Unsupervised learning has several limitations.

First, the objective may not match the final task. A model may learn structure that is mathematically valid but practically useless.

Second, evaluation is harder. In classification, accuracy is easy to measure. In unsupervised learning, there may be no single correct answer.

Third, learned representations may encode unwanted biases from the data.

Fourth, generative models may learn to imitate surface statistics without learning deeper causal structure.

Finally, unsupervised methods often require large datasets and careful objective design.

Summary

Unsupervised learning learns from inputs without explicit labels.
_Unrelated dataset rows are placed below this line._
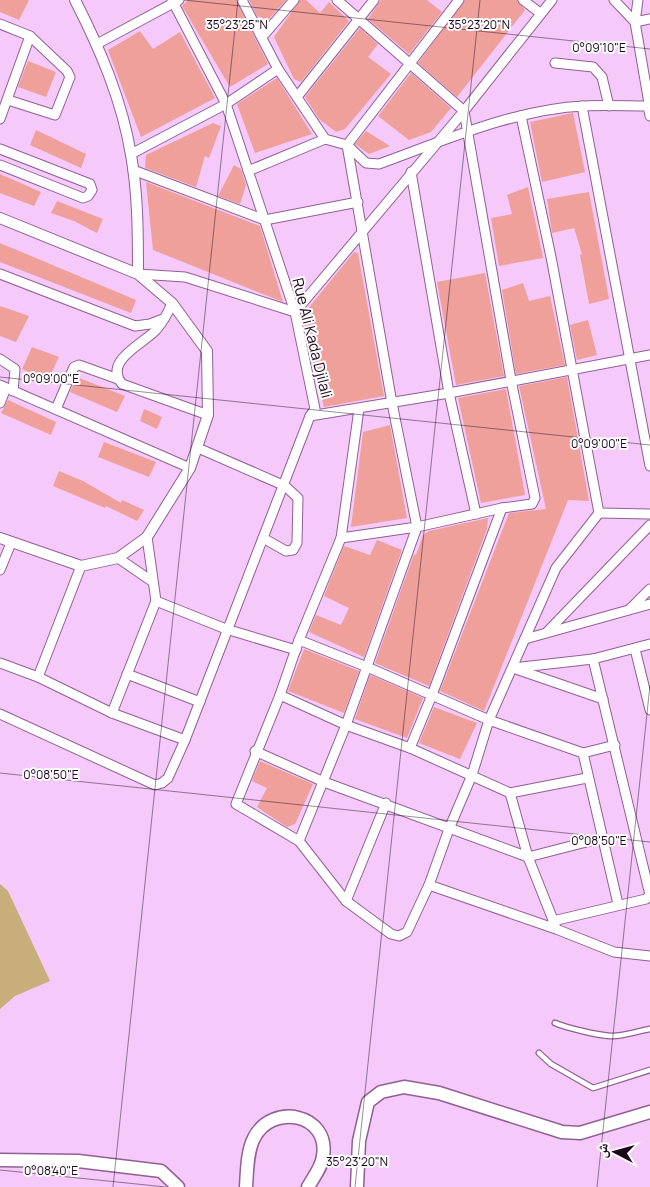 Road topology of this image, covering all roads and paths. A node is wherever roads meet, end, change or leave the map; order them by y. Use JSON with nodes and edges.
{"nodes":[{"id":1,"x":75,"y":0,"type":"edge"},
{"id":2,"x":242,"y":0,"type":"edge"},
{"id":3,"x":294,"y":0,"type":"edge"},
{"id":4,"x":337,"y":0,"type":"edge"},
{"id":5,"x":374,"y":0,"type":"edge"},
{"id":6,"x":460,"y":0,"type":"edge"},
{"id":7,"x":523,"y":0,"type":"edge"},
{"id":8,"x":552,"y":0,"type":"edge"},
{"id":9,"x":614,"y":0,"type":"edge"},
{"id":10,"x":638,"y":0,"type":"edge"},
{"id":11,"x":175,"y":1,"type":"edge"},
{"id":12,"x":540,"y":13,"type":"junction"},
{"id":13,"x":650,"y":19,"type":"edge"},
{"id":14,"x":359,"y":20,"type":"junction"},
{"id":15,"x":635,"y":22,"type":"junction"},
{"id":16,"x":0,"y":24,"type":"edge"},
{"id":17,"x":30,"y":36,"type":"junction"},
{"id":18,"x":262,"y":37,"type":"junction"},
{"id":19,"x":98,"y":44,"type":"junction"},
{"id":20,"x":409,"y":63,"type":"junction"},
{"id":21,"x":555,"y":63,"type":"dead end"},
{"id":22,"x":278,"y":69,"type":"junction"},
{"id":23,"x":297,"y":97,"type":"junction"},
{"id":24,"x":8,"y":100,"type":"junction"},
{"id":25,"x":226,"y":104,"type":"junction"},
{"id":26,"x":649,"y":105,"type":"edge"},
{"id":27,"x":582,"y":106,"type":"junction"},
{"id":28,"x":609,"y":106,"type":"junction"},
{"id":29,"x":464,"y":111,"type":"junction"},
{"id":30,"x":521,"y":116,"type":"junction"},
{"id":31,"x":0,"y":119,"type":"edge"},
{"id":32,"x":467,"y":131,"type":"junction"},
{"id":33,"x":325,"y":139,"type":"junction"},
{"id":34,"x":435,"y":144,"type":"junction"},
{"id":35,"x":347,"y":145,"type":"junction"},
{"id":36,"x":0,"y":149,"type":"edge"},
{"id":37,"x":131,"y":154,"type":"junction"},
{"id":38,"x":0,"y":165,"type":"edge"},
{"id":39,"x":133,"y":170,"type":"junction"},
{"id":40,"x":248,"y":171,"type":"junction"},
{"id":41,"x":412,"y":172,"type":"junction"},
{"id":42,"x":358,"y":202,"type":"junction"},
{"id":43,"x":0,"y":218,"type":"edge"},
{"id":44,"x":265,"y":220,"type":"junction"},
{"id":45,"x":363,"y":232,"type":"junction"},
{"id":46,"x":138,"y":274,"type":"junction"},
{"id":47,"x":1,"y":276,"type":"edge"},
{"id":48,"x":172,"y":303,"type":"junction"},
{"id":49,"x":295,"y":312,"type":"junction"},
{"id":50,"x":166,"y":318,"type":"junction"},
{"id":51,"x":650,"y":355,"type":"edge"},
{"id":52,"x":628,"y":358,"type":"junction"},
{"id":53,"x":0,"y":359,"type":"edge"},
{"id":54,"x":572,"y":369,"type":"junction"},
{"id":55,"x":118,"y":379,"type":"junction"},
{"id":56,"x":511,"y":380,"type":"junction"},
{"id":57,"x":6,"y":388,"type":"edge"},
{"id":58,"x":449,"y":393,"type":"junction"},
{"id":59,"x":0,"y":403,"type":"edge"},
{"id":60,"x":392,"y":403,"type":"junction"},
{"id":61,"x":56,"y":409,"type":"junction"},
{"id":62,"x":359,"y":409,"type":"junction"},
{"id":63,"x":208,"y":415,"type":"junction"},
{"id":64,"x":310,"y":416,"type":"junction"},
{"id":65,"x":198,"y":448,"type":"junction"},
{"id":66,"x":650,"y":466,"type":"edge"},
{"id":67,"x":190,"y":468,"type":"junction"},
{"id":68,"x":285,"y":486,"type":"junction"},
{"id":69,"x":502,"y":508,"type":"junction"},
{"id":70,"x":600,"y":513,"type":"junction"},
{"id":71,"x":476,"y":514,"type":"junction"},
{"id":72,"x":650,"y":514,"type":"edge"},
{"id":73,"x":650,"y":525,"type":"edge"},
{"id":74,"x":417,"y":527,"type":"junction"},
{"id":75,"x":147,"y":537,"type":"junction"},
{"id":76,"x":0,"y":538,"type":"edge"},
{"id":77,"x":264,"y":538,"type":"junction"},
{"id":78,"x":341,"y":538,"type":"junction"},
{"id":79,"x":12,"y":542,"type":"junction"},
{"id":80,"x":118,"y":558,"type":"junction"},
{"id":81,"x":81,"y":566,"type":"junction"},
{"id":82,"x":0,"y":570,"type":"edge"},
{"id":83,"x":153,"y":582,"type":"junction"},
{"id":84,"x":650,"y":589,"type":"edge"},
{"id":85,"x":156,"y":601,"type":"junction"},
{"id":86,"x":650,"y":604,"type":"edge"},
{"id":87,"x":628,"y":611,"type":"junction"},
{"id":88,"x":226,"y":629,"type":"junction"},
{"id":89,"x":546,"y":632,"type":"junction"},
{"id":90,"x":525,"y":639,"type":"junction"},
{"id":91,"x":299,"y":640,"type":"junction"},
{"id":92,"x":650,"y":644,"type":"edge"},
{"id":93,"x":635,"y":649,"type":"junction"},
{"id":94,"x":296,"y":650,"type":"junction"},
{"id":95,"x":594,"y":660,"type":"junction"},
{"id":96,"x":0,"y":663,"type":"edge"},
{"id":97,"x":367,"y":667,"type":"junction"},
{"id":98,"x":513,"y":668,"type":"junction"},
{"id":99,"x":127,"y":674,"type":"junction"},
{"id":100,"x":38,"y":677,"type":"junction"},
{"id":101,"x":280,"y":695,"type":"junction"},
{"id":102,"x":432,"y":695,"type":"junction"},
{"id":103,"x":603,"y":699,"type":"junction"},
{"id":104,"x":200,"y":702,"type":"junction"},
{"id":105,"x":650,"y":710,"type":"edge"},
{"id":106,"x":112,"y":713,"type":"junction"},
{"id":107,"x":0,"y":714,"type":"edge"},
{"id":108,"x":489,"y":720,"type":"junction"},
{"id":109,"x":346,"y":726,"type":"junction"},
{"id":110,"x":185,"y":740,"type":"junction"},
{"id":111,"x":615,"y":745,"type":"junction"},
{"id":112,"x":410,"y":748,"type":"junction"},
{"id":113,"x":255,"y":751,"type":"junction"},
{"id":114,"x":582,"y":753,"type":"junction"},
{"id":115,"x":472,"y":775,"type":"junction"},
{"id":116,"x":587,"y":778,"type":"junction"},
{"id":117,"x":324,"y":782,"type":"junction"},
{"id":118,"x":510,"y":793,"type":"junction"},
{"id":119,"x":386,"y":803,"type":"junction"},
{"id":120,"x":449,"y":829,"type":"junction"},
{"id":121,"x":602,"y":838,"type":"junction"},
{"id":122,"x":299,"y":841,"type":"junction"},
{"id":123,"x":528,"y":857,"type":"junction"},
{"id":124,"x":429,"y":885,"type":"junction"},
{"id":125,"x":346,"y":900,"type":"junction"},
{"id":126,"x":618,"y":904,"type":"junction"},
{"id":127,"x":554,"y":925,"type":"junction"},
{"id":128,"x":650,"y":956,"type":"edge"},
{"id":129,"x":555,"y":1023,"type":"dead end"},
{"id":130,"x":650,"y":1029,"type":"edge"},
{"id":131,"x":539,"y":1054,"type":"dead end"},
{"id":132,"x":650,"y":1070,"type":"edge"},
{"id":133,"x":650,"y":1112,"type":"edge"},
{"id":134,"x":0,"y":1160,"type":"edge"},
{"id":135,"x":178,"y":1187,"type":"edge"},
{"id":136,"x":246,"y":1187,"type":"edge"},
{"id":137,"x":308,"y":1187,"type":"edge"},
{"id":138,"x":356,"y":1187,"type":"edge"}],
"edges":[{"from":1,"to":19,"type":"street"},
{"from":2,"to":18,"type":"street"},
{"from":3,"to":18,"type":"street"},
{"from":4,"to":14,"type":"street"},
{"from":5,"to":14,"type":"street"},
{"from":6,"to":20,"type":"street"},
{"from":7,"to":12,"type":"street"},
{"from":8,"to":12,"type":"street"},
{"from":9,"to":15,"type":"street"},
{"from":10,"to":15,"type":"street"},
{"from":11,"to":19,"type":"street"},
{"from":11,"to":25,"type":"street","name":"Rue Ali Kada Djilali"},
{"from":12,"to":29,"type":"street"},
{"from":13,"to":15,"type":"street"},
{"from":14,"to":20,"type":"street"},
{"from":14,"to":23,"type":"street"},
{"from":15,"to":26,"type":"street"},
{"from":16,"to":17,"type":"street"},
{"from":17,"to":24,"type":"street"},
{"from":17,"to":24,"type":"street"},
{"from":18,"to":22,"type":"street"},
{"from":19,"to":37,"type":"street"},
{"from":20,"to":29,"type":"street"},
{"from":20,"to":35,"type":"street"},
{"from":21,"to":28,"type":"street"},
{"from":22,"to":23,"type":"street"},
{"from":22,"to":25,"type":"street"},
{"from":23,"to":33,"type":"street"},
{"from":24,"to":31,"type":"street"},
{"from":25,"to":37,"type":"street"},
{"from":25,"to":40,"type":"street","name":"Rue Ali Kada Djilali"},
{"from":26,"to":28,"type":"street"},
{"from":27,"to":28,"type":"street"},
{"from":27,"to":30,"type":"street"},
{"from":27,"to":52,"type":"street"},
{"from":29,"to":32,"type":"street"},
{"from":29,"to":34,"type":"street"},
{"from":30,"to":32,"type":"street"},
{"from":30,"to":54,"type":"street"},
{"from":32,"to":34,"type":"street"},
{"from":32,"to":56,"type":"street"},
{"from":33,"to":35,"type":"street"},
{"from":33,"to":40,"type":"street"},
{"from":34,"to":35,"type":"street"},
{"from":34,"to":41,"type":"street"},
{"from":35,"to":42,"type":"street"},
{"from":36,"to":38,"type":"street"},
{"from":37,"to":39,"type":"street"},
{"from":39,"to":44,"type":"street"},
{"from":39,"to":46,"type":"street"},
{"from":40,"to":44,"type":"street","name":"Rue Ali Kada Djilali"},
{"from":41,"to":45,"type":"street"},
{"from":41,"to":58,"type":"street"},
{"from":42,"to":44,"type":"street"},
{"from":42,"to":45,"type":"street"},
{"from":43,"to":46,"type":"street"},
{"from":44,"to":49,"type":"street","name":"Rue Ali Kada Djilali"},
{"from":45,"to":49,"type":"street"},
{"from":45,"to":60,"type":"street"},
{"from":46,"to":48,"type":"street"},
{"from":46,"to":49,"type":"street"},
{"from":47,"to":50,"type":"street"},
{"from":48,"to":50,"type":"street"},
{"from":48,"to":63,"type":"street"},
{"from":49,"to":64,"type":"street","name":"Rue Ali Kada Djilali"},
{"from":50,"to":55,"type":"street"},
{"from":51,"to":52,"type":"street"},
{"from":52,"to":54,"type":"street"},
{"from":52,"to":66,"type":"street"},
{"from":53,"to":57,"type":"street"},
{"from":54,"to":56,"type":"street"},
{"from":54,"to":70,"type":"street"},
{"from":55,"to":61,"type":"street"},
{"from":55,"to":63,"type":"street"},
{"from":56,"to":58,"type":"street"},
{"from":56,"to":69,"type":"street"},
{"from":57,"to":59,"type":"street"},
{"from":57,"to":61,"type":"street"},
{"from":58,"to":60,"type":"street"},
{"from":58,"to":71,"type":"street"},
{"from":60,"to":62,"type":"street"},
{"from":60,"to":74,"type":"street"},
{"from":61,"to":67,"type":"street"},
{"from":62,"to":64,"type":"street"},
{"from":62,"to":78,"type":"street"},
{"from":63,"to":65,"type":"street"},
{"from":64,"to":68,"type":"street","name":"Rue Ali Kada Djilali"},
{"from":65,"to":67,"type":"street"},
{"from":65,"to":68,"type":"street"},
{"from":67,"to":75,"type":"street"},
{"from":68,"to":77,"type":"street","name":"Rue Ali Kada Djilali"},
{"from":68,"to":77,"type":"street"},
{"from":69,"to":71,"type":"street"},
{"from":69,"to":102,"type":"street"},
{"from":70,"to":72,"type":"street"},
{"from":70,"to":90,"type":"street"},
{"from":71,"to":74,"type":"street"},
{"from":73,"to":89,"type":"street"},
{"from":74,"to":78,"type":"street"},
{"from":74,"to":97,"type":"street"},
{"from":75,"to":80,"type":"street"},
{"from":75,"to":83,"type":"street"},
{"from":76,"to":79,"type":"street"},
{"from":77,"to":88,"type":"street","name":"Rue Ali Kada Djilali"},
{"from":78,"to":91,"type":"street"},
{"from":79,"to":81,"type":"street"},
{"from":79,"to":82,"type":"street"},
{"from":80,"to":81,"type":"street"},
{"from":80,"to":83,"type":"street"},
{"from":81,"to":100,"type":"street"},
{"from":83,"to":85,"type":"street"},
{"from":84,"to":87,"type":"street"},
{"from":85,"to":88,"type":"street"},
{"from":85,"to":99,"type":"street"},
{"from":86,"to":87,"type":"street"},
{"from":87,"to":89,"type":"street"},
{"from":88,"to":94,"type":"street"},
{"from":88,"to":104,"type":"street","name":"Rue Ali Kada Djilali"},
{"from":89,"to":90,"type":"street"},
{"from":90,"to":98,"type":"street"},
{"from":91,"to":94,"type":"street"},
{"from":91,"to":97,"type":"street"},
{"from":92,"to":93,"type":"street"},
{"from":93,"to":95,"type":"street"},
{"from":93,"to":105,"type":"street"},
{"from":94,"to":101,"type":"street"},
{"from":95,"to":98,"type":"street"},
{"from":95,"to":103,"type":"street"},
{"from":96,"to":100,"type":"street"},
{"from":97,"to":102,"type":"street"},
{"from":97,"to":109,"type":"street"},
{"from":98,"to":103,"type":"street"},
{"from":98,"to":108,"type":"street"},
{"from":99,"to":104,"type":"street"},
{"from":99,"to":106,"type":"street"},
{"from":100,"to":106,"type":"street"},
{"from":101,"to":109,"type":"street"},
{"from":101,"to":113,"type":"street"},
{"from":102,"to":108,"type":"street"},
{"from":102,"to":112,"type":"street"},
{"from":103,"to":111,"type":"street"},
{"from":104,"to":110,"type":"street","name":"Rue Ali Kada Djilali"},
{"from":106,"to":110,"type":"street"},
{"from":107,"to":110,"type":"street","name":"Rue Ali Kada Djilali"},
{"from":108,"to":114,"type":"street"},
{"from":108,"to":115,"type":"street"},
{"from":109,"to":112,"type":"street"},
{"from":109,"to":117,"type":"street"},
{"from":111,"to":114,"type":"street"},
{"from":111,"to":126,"type":"street"},
{"from":112,"to":115,"type":"street"},
{"from":113,"to":117,"type":"street"},
{"from":113,"to":122,"type":"street"},
{"from":114,"to":116,"type":"street"},
{"from":115,"to":118,"type":"street"},
{"from":115,"to":120,"type":"street"},
{"from":116,"to":118,"type":"street"},
{"from":116,"to":121,"type":"street"},
{"from":117,"to":119,"type":"street"},
{"from":117,"to":122,"type":"street"},
{"from":118,"to":123,"type":"street"},
{"from":119,"to":120,"type":"street"},
{"from":119,"to":125,"type":"street"},
{"from":120,"to":123,"type":"street"},
{"from":120,"to":124,"type":"street"},
{"from":121,"to":123,"type":"street"},
{"from":121,"to":126,"type":"street"},
{"from":122,"to":125,"type":"street"},
{"from":123,"to":127,"type":"street"},
{"from":124,"to":125,"type":"street"},
{"from":124,"to":127,"type":"street"},
{"from":126,"to":127,"type":"street"},
{"from":127,"to":128,"type":"street"},
{"from":129,"to":130,"type":"lane"},
{"from":131,"to":132,"type":"lane"},
{"from":133,"to":138,"type":"main road"},
{"from":134,"to":135,"type":"main road"},
{"from":136,"to":137,"type":"main road"}]}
It aims to discover structure in the data distribution.

The main tasks include clustering, dimensionality reduction, representation learning, density estimation, generative modeling, and anomaly detection.

In deep learning, unsupervised learning is important because it can use large unlabeled datasets. Autoencoders, language models, diffusion models, and contrastive systems all rely on the idea that useful training signals can be extracted from the data itself.